Since 1955 (the first year Major League Baseball started recording the stat), no team has gone a full season without issuing an intentional walk.
With zero free passes issued in 2019 thus far, the Houston Astros are hoping to be the first.
It’s an intentional decision by the team to forego issuing intentional walks as the feeling within the Astros organization is that, with home runs expected to hit an all-time high in 2019, putting extra batters on base is an easy way to surrender more runs.
Also, though the intentional walk is theoretically a means of setting up a double-play, Houston feels the decreased levels of ground balls which are being hit in MLB these days make issuing intentional walks an even worse strategy.

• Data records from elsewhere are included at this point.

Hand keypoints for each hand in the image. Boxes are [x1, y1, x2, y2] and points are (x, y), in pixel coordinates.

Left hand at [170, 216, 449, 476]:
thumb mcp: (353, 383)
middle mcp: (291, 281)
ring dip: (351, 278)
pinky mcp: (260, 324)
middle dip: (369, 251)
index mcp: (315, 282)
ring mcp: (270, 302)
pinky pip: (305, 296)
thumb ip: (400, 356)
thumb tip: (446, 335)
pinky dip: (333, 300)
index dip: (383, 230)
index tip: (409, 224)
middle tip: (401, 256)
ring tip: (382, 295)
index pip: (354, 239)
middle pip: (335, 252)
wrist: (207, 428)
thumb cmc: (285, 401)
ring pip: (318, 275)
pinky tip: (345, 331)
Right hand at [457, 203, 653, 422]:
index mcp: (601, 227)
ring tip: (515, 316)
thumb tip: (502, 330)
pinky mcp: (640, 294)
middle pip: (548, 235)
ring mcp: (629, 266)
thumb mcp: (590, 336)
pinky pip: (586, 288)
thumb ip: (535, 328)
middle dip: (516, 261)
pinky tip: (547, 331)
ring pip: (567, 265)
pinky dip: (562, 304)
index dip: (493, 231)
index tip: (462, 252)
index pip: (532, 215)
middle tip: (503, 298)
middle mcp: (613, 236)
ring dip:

Rejecting the intentional walk is not a new theme in Houston as the team only handed out four free passes in 2018, the fewest number of intentional walks in a season on record.
“The IBB has been overused in the past,” Astros general manager Jeff Luhnow said. “I’m glad that [Houston manager] A.J. [Hinch] is on the leading edge of not having to resort to that.”
Other former members of the Astros organization have taken similar approaches with their new teams. In Boston, Red Sox manager Alex Cora, a former bench coach in Houston, has only had his staff issue eight intentional walks. In Baltimore, former Houston executive Mike Elias’ Orioles have handed out just five free passes.